TASK PROMPT:
Check each line of the listing below for the string "thumb", then copy every line that has it.
::::
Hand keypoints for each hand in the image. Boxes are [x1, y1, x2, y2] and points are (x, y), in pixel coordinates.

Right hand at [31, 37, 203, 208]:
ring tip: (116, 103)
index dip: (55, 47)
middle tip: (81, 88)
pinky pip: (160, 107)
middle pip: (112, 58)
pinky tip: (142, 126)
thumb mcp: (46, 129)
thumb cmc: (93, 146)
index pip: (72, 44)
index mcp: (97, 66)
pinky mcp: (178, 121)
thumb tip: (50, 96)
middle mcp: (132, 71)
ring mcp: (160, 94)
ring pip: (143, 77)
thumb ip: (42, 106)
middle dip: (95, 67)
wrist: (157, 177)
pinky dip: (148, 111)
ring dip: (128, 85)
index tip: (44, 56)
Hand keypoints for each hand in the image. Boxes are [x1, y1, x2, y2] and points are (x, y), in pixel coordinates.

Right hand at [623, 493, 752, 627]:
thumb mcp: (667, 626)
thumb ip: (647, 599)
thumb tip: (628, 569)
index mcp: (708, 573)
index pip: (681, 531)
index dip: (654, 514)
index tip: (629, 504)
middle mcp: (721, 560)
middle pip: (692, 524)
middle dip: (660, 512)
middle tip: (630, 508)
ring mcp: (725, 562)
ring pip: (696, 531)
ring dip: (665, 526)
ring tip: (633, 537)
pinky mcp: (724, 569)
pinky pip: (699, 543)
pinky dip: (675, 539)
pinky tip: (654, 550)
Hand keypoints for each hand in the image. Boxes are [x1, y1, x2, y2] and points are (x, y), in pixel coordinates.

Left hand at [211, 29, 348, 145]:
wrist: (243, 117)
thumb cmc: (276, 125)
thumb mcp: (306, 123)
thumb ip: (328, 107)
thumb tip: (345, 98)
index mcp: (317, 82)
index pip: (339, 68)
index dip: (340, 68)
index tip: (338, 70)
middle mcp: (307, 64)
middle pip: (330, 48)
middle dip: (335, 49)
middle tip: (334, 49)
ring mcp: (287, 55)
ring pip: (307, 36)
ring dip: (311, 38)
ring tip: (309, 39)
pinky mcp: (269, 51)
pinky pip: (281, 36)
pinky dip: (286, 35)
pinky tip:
::::
RESPONSE:
thumb mcp: (46, 129)
thumb cmc: (93, 146)
thumb tip: (50, 96)
thumb ip: (42, 106)
thumb mcp: (667, 626)
thumb ip: (647, 599)
thumb tip: (628, 569)
thumb cmc: (276, 125)
thumb mcp: (306, 123)
thumb ip: (328, 107)
thumb tip: (345, 98)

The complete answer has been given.